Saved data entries

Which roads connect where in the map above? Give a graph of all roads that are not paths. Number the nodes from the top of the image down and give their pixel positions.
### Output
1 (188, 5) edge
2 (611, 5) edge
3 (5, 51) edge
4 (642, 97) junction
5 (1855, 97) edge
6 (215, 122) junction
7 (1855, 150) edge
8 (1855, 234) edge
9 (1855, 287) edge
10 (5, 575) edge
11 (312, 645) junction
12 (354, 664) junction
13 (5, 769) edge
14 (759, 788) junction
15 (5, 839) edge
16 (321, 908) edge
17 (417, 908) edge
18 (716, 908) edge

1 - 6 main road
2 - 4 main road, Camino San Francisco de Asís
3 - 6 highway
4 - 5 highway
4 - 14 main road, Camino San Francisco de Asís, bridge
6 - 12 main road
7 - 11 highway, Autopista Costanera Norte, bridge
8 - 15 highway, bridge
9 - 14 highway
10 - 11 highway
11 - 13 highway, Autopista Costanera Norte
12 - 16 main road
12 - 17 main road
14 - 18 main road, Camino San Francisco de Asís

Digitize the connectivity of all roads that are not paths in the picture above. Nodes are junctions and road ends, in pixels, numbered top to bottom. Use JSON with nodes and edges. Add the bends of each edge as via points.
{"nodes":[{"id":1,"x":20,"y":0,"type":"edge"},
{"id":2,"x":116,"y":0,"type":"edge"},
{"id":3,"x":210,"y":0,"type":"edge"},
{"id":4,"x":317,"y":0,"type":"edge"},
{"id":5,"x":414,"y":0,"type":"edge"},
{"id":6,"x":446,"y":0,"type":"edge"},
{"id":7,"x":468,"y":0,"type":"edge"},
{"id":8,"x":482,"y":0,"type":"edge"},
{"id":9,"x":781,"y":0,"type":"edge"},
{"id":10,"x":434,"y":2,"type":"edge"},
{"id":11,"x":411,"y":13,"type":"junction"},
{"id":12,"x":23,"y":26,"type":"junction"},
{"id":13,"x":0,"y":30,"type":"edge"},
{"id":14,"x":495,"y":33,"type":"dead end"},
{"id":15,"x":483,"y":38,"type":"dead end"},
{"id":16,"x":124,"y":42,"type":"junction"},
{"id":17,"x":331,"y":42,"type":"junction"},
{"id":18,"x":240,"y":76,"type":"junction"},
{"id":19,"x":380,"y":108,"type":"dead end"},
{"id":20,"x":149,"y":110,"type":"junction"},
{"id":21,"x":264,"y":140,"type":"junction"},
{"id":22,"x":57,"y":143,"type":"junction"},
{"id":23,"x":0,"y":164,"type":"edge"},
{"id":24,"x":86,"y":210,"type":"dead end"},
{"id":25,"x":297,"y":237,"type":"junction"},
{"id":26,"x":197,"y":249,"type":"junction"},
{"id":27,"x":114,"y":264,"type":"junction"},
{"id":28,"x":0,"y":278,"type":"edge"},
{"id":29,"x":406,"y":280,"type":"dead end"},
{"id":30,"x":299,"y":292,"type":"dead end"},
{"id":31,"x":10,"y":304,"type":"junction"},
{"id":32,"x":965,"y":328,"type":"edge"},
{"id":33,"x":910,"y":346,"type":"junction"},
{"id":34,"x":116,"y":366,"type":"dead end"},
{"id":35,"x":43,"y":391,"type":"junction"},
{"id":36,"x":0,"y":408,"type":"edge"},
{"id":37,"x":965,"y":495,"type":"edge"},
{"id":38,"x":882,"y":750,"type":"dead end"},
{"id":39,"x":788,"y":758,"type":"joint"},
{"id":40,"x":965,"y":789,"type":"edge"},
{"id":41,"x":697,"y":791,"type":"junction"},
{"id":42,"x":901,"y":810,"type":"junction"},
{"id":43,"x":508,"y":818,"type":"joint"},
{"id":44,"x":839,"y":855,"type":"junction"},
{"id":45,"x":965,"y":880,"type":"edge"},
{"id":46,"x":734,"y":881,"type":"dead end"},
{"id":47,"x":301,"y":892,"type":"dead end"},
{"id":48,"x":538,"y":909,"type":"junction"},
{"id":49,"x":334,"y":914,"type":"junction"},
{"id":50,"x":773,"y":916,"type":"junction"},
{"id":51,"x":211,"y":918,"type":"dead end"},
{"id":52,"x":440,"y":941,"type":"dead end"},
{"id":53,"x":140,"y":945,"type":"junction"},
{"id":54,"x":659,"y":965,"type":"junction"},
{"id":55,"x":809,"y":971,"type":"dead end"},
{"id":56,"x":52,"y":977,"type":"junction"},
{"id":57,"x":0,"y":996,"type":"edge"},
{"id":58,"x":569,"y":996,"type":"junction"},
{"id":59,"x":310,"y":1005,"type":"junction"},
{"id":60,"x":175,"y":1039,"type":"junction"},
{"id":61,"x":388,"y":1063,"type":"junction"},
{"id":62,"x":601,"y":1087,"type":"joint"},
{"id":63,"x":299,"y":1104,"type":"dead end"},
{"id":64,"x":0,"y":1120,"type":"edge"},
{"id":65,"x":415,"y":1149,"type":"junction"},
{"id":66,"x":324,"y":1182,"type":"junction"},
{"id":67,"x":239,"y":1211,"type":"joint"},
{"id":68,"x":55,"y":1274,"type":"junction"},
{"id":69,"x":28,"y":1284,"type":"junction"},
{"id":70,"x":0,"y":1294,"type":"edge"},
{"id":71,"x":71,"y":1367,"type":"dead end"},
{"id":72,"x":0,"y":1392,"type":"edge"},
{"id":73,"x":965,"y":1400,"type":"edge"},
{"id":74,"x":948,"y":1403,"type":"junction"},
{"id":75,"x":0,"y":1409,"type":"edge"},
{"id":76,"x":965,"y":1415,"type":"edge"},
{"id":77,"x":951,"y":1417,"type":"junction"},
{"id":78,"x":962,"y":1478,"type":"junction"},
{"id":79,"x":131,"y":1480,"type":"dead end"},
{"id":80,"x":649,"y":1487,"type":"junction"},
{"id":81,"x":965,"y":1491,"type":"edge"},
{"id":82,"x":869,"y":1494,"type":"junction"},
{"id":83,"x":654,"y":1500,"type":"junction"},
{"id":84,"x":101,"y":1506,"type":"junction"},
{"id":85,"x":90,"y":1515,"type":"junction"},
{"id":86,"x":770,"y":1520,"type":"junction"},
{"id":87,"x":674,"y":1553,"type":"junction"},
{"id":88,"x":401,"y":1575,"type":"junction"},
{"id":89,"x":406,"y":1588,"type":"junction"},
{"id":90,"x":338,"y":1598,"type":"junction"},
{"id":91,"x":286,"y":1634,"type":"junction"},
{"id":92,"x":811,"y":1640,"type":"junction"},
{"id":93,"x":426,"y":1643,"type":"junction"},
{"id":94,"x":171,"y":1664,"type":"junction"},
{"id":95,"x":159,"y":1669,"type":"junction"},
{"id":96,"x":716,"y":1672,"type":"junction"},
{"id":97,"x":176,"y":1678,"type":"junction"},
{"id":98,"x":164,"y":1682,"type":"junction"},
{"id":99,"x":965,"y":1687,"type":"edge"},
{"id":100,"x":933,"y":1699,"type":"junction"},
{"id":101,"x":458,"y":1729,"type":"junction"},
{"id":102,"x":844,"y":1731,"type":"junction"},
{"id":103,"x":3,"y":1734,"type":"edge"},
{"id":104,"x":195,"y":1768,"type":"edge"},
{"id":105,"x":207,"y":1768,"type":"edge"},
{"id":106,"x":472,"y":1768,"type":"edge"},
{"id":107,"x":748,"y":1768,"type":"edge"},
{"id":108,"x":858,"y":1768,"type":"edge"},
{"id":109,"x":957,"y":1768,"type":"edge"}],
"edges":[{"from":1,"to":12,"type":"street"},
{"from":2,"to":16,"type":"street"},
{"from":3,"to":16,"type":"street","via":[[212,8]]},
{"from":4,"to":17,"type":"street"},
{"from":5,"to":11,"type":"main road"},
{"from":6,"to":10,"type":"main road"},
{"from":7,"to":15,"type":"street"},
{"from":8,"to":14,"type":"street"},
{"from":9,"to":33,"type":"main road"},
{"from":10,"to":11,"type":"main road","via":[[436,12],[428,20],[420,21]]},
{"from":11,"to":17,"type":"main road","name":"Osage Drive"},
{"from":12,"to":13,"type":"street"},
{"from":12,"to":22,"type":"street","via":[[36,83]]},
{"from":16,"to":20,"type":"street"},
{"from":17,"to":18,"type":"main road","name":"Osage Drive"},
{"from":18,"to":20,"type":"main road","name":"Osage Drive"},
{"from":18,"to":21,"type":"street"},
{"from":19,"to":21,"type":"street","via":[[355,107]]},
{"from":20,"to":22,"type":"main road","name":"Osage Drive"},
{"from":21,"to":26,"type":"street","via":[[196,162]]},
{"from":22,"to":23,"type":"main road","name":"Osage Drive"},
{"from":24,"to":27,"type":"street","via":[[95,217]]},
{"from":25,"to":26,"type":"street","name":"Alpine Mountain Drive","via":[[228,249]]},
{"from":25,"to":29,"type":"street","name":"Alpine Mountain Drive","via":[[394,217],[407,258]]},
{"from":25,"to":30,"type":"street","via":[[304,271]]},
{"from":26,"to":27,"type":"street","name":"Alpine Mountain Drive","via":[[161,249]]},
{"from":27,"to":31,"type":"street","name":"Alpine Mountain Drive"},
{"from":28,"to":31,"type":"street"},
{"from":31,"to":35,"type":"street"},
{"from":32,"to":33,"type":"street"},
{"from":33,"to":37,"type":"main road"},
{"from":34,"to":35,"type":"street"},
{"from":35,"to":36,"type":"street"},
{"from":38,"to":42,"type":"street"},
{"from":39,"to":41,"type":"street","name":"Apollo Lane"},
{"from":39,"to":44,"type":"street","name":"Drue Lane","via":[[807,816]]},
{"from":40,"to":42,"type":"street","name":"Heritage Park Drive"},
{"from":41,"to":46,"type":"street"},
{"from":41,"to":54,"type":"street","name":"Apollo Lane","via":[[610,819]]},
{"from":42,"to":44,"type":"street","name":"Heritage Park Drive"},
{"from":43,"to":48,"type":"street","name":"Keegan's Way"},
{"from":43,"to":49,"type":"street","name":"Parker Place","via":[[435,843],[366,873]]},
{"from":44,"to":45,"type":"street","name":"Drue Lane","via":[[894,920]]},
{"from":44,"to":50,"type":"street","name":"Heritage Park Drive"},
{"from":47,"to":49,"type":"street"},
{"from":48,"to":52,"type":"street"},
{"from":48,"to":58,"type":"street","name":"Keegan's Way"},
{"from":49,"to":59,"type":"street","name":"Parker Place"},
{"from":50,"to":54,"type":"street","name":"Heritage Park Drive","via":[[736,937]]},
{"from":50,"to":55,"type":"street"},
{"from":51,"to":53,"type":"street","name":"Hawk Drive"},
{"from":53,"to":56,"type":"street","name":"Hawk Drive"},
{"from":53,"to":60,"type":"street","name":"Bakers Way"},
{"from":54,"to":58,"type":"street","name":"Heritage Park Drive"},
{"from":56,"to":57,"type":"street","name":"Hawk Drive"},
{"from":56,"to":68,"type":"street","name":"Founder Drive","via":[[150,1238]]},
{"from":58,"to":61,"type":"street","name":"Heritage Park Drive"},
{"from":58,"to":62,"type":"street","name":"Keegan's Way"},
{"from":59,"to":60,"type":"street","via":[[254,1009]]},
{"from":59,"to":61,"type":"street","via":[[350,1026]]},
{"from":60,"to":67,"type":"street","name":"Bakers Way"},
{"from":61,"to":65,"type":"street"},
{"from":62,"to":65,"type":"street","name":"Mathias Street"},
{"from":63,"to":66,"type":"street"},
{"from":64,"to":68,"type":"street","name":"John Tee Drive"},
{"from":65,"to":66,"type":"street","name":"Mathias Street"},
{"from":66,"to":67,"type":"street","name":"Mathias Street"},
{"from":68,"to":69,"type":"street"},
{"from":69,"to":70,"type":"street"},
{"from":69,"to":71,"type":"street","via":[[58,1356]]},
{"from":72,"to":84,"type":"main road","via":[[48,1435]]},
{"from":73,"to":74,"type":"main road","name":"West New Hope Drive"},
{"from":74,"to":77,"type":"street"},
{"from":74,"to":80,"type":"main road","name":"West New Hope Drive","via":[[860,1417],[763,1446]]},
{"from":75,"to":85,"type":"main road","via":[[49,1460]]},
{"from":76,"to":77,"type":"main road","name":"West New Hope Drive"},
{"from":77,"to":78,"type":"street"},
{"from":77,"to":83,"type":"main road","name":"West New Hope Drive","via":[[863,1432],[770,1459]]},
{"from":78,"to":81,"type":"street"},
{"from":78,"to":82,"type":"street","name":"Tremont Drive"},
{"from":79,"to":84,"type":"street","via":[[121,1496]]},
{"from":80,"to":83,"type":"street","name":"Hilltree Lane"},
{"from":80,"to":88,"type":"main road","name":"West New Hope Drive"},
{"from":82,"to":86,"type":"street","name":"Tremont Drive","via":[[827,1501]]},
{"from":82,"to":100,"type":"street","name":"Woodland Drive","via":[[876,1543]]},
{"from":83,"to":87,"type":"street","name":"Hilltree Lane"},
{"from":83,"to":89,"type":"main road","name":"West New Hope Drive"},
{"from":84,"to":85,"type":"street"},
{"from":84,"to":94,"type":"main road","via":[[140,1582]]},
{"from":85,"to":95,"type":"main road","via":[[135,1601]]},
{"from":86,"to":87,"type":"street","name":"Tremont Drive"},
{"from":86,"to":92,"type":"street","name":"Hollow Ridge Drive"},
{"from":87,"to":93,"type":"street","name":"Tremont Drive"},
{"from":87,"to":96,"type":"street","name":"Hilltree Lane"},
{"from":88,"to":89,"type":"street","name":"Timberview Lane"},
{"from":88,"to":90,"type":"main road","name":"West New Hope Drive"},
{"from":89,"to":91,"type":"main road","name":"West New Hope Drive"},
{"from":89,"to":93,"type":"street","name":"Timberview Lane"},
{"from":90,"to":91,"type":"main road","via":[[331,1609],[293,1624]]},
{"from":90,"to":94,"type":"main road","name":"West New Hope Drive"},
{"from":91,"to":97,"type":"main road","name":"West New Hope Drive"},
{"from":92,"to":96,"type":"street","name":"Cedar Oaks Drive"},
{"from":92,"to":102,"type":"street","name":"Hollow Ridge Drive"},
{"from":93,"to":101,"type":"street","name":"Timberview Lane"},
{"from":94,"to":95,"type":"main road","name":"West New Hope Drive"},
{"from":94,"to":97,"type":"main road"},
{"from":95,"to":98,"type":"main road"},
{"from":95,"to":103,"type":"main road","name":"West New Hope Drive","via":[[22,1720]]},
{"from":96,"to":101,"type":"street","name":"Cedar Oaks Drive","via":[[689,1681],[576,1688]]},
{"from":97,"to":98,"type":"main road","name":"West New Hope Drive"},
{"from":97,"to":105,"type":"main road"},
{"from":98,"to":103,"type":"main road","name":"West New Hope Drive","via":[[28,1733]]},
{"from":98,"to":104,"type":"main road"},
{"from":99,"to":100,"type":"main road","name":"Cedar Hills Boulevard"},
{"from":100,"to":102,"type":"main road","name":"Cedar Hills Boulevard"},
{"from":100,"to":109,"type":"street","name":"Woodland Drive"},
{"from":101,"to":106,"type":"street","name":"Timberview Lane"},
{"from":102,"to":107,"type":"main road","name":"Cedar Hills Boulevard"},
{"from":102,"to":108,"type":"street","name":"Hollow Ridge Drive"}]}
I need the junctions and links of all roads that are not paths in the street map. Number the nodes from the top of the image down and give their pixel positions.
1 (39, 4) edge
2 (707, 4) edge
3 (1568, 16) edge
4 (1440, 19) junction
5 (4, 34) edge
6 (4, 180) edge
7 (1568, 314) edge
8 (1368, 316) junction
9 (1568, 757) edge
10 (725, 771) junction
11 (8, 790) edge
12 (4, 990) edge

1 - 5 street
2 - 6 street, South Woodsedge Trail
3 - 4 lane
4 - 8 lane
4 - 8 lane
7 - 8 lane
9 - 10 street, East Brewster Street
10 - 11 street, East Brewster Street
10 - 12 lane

- Work to complete -
The lines holding the word "Woodland" are the answer. Pull them out of the records and copy them.

- Response to the task -
{"from":82,"to":100,"type":"street","name":"Woodland Drive","via":[[876,1543]]},
{"from":100,"to":109,"type":"street","name":"Woodland Drive"},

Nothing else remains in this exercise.